I. Inleiding
De manier waarop iemand zijn taal gebruikt is vaak onthullend voor de manier waarop hij denkt.
Dat geldt voor het spreken, maar het geldt in sterkere mate voor het schrijven. Enerzijds heeft de auteur bij het schrijven namelijk meer tijd, gelegenheid, zelfs hulpmiddelen om zijn woorden zorgvuldig te kiezen, anderzijds wordt het geschreven woord ook nauwkeuriger en bewuster verwerkt dan het gesproken woord.
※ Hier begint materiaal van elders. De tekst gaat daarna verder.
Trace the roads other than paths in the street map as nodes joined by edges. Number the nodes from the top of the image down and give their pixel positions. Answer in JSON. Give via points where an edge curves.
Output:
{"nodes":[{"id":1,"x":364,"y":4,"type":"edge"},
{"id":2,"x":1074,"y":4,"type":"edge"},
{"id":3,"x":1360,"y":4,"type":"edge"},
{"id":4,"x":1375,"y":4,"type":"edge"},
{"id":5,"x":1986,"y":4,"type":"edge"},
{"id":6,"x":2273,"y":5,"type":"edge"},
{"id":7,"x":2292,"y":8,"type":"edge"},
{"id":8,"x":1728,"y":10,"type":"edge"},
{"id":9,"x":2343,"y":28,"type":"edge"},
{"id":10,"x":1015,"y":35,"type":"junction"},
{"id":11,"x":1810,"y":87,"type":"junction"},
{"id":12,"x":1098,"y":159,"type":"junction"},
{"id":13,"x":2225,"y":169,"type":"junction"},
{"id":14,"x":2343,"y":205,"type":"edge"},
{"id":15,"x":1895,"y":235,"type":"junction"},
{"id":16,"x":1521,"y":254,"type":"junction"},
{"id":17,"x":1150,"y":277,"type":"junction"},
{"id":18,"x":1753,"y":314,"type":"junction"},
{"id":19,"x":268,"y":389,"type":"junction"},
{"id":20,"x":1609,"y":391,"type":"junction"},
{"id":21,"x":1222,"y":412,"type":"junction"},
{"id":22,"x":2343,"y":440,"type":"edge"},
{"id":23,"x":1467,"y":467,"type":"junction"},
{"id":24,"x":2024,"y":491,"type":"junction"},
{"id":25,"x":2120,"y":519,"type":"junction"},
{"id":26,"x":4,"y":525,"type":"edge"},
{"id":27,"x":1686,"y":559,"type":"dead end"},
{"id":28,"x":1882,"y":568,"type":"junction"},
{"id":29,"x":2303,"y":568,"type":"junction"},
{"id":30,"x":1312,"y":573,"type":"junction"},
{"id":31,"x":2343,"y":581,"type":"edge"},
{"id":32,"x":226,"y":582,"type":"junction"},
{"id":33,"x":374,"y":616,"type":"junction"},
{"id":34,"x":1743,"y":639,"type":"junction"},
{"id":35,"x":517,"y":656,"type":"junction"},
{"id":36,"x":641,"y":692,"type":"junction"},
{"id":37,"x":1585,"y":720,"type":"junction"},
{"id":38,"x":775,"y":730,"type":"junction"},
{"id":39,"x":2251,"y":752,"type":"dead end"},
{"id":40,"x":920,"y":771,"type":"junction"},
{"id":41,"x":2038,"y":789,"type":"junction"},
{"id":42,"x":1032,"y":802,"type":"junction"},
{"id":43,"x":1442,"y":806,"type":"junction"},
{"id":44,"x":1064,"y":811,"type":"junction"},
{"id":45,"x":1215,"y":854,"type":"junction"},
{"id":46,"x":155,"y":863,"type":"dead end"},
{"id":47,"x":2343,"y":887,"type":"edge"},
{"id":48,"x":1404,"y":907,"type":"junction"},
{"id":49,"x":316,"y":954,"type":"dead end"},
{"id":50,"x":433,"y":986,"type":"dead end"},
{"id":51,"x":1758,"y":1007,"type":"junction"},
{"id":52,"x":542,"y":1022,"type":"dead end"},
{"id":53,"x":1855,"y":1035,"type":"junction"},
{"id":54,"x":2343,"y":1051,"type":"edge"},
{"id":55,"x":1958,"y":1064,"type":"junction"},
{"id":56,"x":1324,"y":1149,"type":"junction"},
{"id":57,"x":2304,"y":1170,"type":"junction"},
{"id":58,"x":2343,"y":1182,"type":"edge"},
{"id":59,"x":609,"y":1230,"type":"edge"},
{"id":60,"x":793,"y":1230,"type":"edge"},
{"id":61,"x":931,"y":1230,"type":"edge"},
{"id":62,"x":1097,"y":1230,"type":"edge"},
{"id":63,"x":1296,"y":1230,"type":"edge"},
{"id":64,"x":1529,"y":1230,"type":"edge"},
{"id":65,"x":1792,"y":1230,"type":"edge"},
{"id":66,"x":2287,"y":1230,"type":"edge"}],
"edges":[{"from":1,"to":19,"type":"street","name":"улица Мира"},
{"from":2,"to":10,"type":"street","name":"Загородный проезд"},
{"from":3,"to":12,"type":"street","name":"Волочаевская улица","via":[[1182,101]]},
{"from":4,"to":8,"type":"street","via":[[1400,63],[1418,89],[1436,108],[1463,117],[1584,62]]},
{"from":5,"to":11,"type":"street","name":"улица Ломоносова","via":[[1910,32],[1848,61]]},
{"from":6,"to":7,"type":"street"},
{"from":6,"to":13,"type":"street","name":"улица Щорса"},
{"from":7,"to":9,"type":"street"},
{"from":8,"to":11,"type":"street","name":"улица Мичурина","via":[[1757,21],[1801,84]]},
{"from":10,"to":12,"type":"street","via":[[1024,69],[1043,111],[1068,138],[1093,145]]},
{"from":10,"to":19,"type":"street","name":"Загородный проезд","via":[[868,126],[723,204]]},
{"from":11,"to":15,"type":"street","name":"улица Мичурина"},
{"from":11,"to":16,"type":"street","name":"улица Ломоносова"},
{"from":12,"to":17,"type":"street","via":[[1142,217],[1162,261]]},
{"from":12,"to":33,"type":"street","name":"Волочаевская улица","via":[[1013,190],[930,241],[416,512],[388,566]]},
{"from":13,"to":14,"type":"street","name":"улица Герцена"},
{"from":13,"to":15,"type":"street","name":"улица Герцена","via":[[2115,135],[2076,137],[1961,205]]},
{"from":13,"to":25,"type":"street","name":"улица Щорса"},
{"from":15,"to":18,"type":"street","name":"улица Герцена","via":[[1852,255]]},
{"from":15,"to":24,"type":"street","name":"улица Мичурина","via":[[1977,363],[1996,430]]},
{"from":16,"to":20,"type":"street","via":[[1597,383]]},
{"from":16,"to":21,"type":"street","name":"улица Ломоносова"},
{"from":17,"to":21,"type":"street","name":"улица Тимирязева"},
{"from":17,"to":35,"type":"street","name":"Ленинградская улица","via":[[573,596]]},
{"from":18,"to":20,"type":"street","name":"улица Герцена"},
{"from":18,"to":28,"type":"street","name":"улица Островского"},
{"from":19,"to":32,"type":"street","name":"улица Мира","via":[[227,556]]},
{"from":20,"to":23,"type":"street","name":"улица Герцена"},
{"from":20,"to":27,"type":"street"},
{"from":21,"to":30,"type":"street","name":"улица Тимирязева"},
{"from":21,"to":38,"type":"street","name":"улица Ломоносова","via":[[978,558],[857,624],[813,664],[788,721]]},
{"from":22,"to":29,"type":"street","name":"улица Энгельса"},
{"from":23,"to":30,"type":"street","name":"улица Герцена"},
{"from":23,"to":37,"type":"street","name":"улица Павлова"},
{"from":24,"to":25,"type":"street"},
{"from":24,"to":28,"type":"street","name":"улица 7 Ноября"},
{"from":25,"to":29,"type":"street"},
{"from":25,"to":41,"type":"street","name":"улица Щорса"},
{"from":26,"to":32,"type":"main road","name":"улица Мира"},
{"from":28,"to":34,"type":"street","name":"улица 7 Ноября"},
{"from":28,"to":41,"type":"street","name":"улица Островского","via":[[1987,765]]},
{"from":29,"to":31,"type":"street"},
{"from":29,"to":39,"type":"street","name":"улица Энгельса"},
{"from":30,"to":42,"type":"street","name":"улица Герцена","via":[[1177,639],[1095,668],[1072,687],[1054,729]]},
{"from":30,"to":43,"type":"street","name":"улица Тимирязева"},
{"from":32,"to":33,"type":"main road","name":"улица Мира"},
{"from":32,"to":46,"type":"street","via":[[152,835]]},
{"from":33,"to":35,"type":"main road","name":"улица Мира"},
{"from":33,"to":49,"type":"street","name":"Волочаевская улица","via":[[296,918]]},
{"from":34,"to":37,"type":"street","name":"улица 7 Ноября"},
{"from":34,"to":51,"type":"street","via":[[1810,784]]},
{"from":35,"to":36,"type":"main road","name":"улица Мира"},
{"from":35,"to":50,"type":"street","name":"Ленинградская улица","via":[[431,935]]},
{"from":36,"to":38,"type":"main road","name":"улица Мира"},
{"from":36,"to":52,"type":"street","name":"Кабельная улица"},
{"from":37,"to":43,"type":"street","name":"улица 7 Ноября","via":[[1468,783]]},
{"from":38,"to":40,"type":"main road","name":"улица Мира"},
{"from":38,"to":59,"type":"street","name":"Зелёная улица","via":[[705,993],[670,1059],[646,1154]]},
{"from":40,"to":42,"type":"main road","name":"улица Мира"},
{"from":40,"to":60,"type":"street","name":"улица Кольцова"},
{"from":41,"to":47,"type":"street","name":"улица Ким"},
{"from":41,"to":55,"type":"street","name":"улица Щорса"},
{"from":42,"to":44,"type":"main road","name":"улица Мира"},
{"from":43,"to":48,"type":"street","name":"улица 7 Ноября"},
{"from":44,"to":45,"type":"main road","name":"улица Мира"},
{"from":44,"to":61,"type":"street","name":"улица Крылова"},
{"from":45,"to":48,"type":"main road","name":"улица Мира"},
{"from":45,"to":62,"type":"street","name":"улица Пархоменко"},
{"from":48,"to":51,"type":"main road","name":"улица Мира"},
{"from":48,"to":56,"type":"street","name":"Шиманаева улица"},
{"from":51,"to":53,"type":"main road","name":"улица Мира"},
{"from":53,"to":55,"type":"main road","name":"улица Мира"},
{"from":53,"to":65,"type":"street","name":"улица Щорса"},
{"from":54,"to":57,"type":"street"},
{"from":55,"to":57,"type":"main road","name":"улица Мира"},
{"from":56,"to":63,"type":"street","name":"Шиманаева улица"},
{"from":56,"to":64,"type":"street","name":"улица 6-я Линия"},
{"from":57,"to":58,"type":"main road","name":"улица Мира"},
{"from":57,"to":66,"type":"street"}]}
Wie schrijft tekent dus vaak ongemerkt zijn zelfportret. De Fransen hebben daarvoor het bekende gezegde: ‘Le style c'est l'homme’ tot hun beschikking.
De grens tussen taal en denken is moeilijk aan te geven, omdat gedachten voornamelijk in woorden tot uitdrukking komen. Pas wanneer ze onder woorden zijn gebracht, wanneer ze geformuleerd zijn, gaan gedachten voor anderen functioneren.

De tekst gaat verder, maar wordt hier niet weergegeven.